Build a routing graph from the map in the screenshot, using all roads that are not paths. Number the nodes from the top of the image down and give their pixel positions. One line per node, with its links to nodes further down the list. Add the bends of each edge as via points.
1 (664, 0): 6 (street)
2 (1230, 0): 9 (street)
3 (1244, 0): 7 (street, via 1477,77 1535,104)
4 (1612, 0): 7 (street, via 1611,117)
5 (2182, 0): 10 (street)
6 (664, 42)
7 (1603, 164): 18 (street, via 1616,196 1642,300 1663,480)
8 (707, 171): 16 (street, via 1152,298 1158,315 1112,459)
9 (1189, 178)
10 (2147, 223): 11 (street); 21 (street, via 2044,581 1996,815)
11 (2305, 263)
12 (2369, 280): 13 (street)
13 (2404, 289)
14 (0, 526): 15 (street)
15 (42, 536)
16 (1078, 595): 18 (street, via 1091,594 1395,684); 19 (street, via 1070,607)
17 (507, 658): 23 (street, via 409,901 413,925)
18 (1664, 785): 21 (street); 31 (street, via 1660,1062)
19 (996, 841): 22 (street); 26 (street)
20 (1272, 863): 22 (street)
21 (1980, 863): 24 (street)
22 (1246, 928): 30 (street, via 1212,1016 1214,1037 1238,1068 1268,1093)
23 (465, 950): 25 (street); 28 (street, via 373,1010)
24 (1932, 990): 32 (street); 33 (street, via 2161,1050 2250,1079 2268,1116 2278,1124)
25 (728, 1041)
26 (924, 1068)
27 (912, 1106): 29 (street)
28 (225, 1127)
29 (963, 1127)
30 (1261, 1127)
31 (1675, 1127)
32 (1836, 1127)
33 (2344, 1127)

★ ★ ★ ★

> [Exercise] From the records above, extract each line exactly as shown.

> [Output below]
Build a routing graph from the map in the screenshot, using all roads that are not paths. Number the nodes from the top of the image down and give their pixel positions. One line per node, with its links to nodes further down the list. Add the bends of each edge as via points.
1 (664, 0): 6 (street)
2 (1230, 0): 9 (street)
3 (1244, 0): 7 (street, via 1477,77 1535,104)
4 (1612, 0): 7 (street, via 1611,117)
5 (2182, 0): 10 (street)
6 (664, 42)
7 (1603, 164): 18 (street, via 1616,196 1642,300 1663,480)
8 (707, 171): 16 (street, via 1152,298 1158,315 1112,459)
9 (1189, 178)
10 (2147, 223): 11 (street); 21 (street, via 2044,581 1996,815)
11 (2305, 263)
12 (2369, 280): 13 (street)
13 (2404, 289)
14 (0, 526): 15 (street)
15 (42, 536)
16 (1078, 595): 18 (street, via 1091,594 1395,684); 19 (street, via 1070,607)
17 (507, 658): 23 (street, via 409,901 413,925)
18 (1664, 785): 21 (street); 31 (street, via 1660,1062)
19 (996, 841): 22 (street); 26 (street)
20 (1272, 863): 22 (street)
21 (1980, 863): 24 (street)
22 (1246, 928): 30 (street, via 1212,1016 1214,1037 1238,1068 1268,1093)
23 (465, 950): 25 (street); 28 (street, via 373,1010)
24 (1932, 990): 32 (street); 33 (street, via 2161,1050 2250,1079 2268,1116 2278,1124)
25 (728, 1041)
26 (924, 1068)
27 (912, 1106): 29 (street)
28 (225, 1127)
29 (963, 1127)
30 (1261, 1127)
31 (1675, 1127)
32 (1836, 1127)
33 (2344, 1127)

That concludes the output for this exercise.